January 10, 2008 | By James Morris | comment on this post
John Stockton starred for the Jazz for years.
James was thrilled to witness a game in the former home of Jazz legend John Stockton.

Entering the Energy Solutions Arena for the first time was a bit overwhelming for me. Although the arena has been here since 1991, this was my first time in the home of the Jazz, being that I live out of state. I can honestly say that I don’t see a bad seat in the house. [Editorial note: Believe me, James...I've sat in a bad seat there.]

This is the same floor that John Stockton and Karl Malone made magic happen. This is the same place where Carlos Boozer and Deron Williams are forging a new dynamic duo of their own. I had a sudden urge to break out my pen and run down to the floor to see if I could pry up a piece of that hallowed wood for my collection. But, alas, I am here not only as a fan, I am here as a writer covering the game.

Now, there are a few things you need to know about going to a game as a member of the media.

The Bad things

1. You can’t get any autographs.
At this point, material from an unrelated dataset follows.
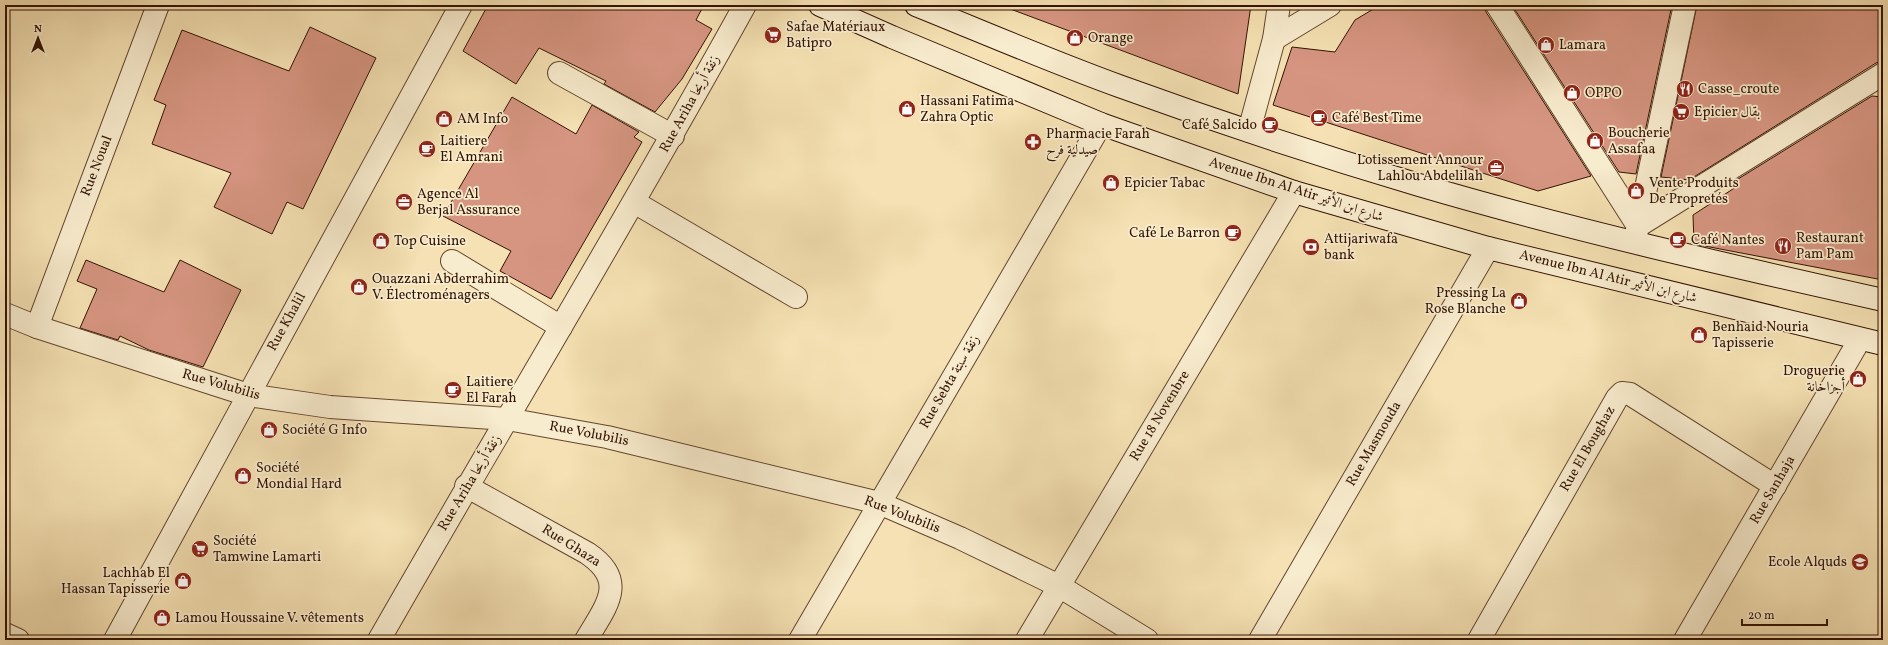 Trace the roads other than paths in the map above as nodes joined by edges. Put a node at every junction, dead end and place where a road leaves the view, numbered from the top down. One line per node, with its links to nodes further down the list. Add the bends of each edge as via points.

The teams are very clear about that from the time you get your credentials.

2. No pictures. No matter how bad you want to snap off a few shots, there is a difference between a fan and the media. And, the line is very finely drawn.

3. You still aren’t allowed in practices. They don’t like anyone in on the practices. I got kicked out.

The Good Things

1. They have food. I found my way to the media room where they had some good lasagna, breadsticks, and a dessert bar that would make a kid fall in love.

2. You got one of the best seats in the house. I had a media seat right above the visiting team tunnel. I could see the game perfectly.

3. You get to go down after the game and talk with the players. Sure, you still have to be professional, but you can ask them questions like “So, Mr. Tinsley, why did you pass those fans up after warm-ups without giving them an autograph? Everyone else signed for them.”

Being a fan myself, it was really hard not to ask the players for autographs or pictures. But, when you take the whole night into account, it was an experience that I am glad to have had. The Jazz organization is about as classy as they come. The arena was incredible, the entertainment for the fans was well worth the money they paid for the tickets, and the game itself was 48 minutes of sheer good times.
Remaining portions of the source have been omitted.